## TASK GOAL
In the data, find the word "Itätuulentie" and copy out every line that has it.

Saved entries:
=== Begin Enclosure ===

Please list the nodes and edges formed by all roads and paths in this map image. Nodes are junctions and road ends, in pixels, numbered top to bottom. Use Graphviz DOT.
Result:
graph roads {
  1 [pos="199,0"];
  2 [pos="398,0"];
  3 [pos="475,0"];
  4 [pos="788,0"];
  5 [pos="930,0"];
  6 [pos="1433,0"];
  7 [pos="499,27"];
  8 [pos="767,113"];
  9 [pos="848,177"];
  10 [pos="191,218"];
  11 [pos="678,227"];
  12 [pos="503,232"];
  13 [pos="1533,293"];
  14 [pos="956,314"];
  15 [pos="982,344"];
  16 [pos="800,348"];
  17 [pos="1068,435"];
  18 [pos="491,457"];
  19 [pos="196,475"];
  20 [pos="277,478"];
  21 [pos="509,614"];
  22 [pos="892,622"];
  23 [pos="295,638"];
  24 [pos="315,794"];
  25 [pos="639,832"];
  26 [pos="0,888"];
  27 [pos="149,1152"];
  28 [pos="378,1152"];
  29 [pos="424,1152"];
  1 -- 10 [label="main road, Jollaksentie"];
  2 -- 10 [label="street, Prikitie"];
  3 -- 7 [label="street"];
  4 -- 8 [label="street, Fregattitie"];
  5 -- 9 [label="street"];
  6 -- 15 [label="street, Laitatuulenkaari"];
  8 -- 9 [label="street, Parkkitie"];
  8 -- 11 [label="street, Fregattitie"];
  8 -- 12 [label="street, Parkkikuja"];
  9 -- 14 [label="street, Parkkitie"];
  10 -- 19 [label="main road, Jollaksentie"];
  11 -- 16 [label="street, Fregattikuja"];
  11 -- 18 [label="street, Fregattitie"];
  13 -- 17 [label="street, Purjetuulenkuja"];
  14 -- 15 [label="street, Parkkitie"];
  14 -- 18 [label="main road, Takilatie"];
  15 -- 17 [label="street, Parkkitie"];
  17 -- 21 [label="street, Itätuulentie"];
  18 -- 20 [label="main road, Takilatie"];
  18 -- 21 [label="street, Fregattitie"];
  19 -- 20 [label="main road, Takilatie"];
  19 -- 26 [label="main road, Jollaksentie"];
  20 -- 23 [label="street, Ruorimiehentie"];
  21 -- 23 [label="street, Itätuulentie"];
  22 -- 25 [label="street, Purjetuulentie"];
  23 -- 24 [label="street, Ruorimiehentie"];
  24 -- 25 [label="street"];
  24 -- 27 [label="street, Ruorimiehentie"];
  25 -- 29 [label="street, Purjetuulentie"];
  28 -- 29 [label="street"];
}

=== End Enclosure ===

## EXPECTED OUTPUT
  17 -- 21 [label="street, Itätuulentie"];
  21 -- 23 [label="street, Itätuulentie"];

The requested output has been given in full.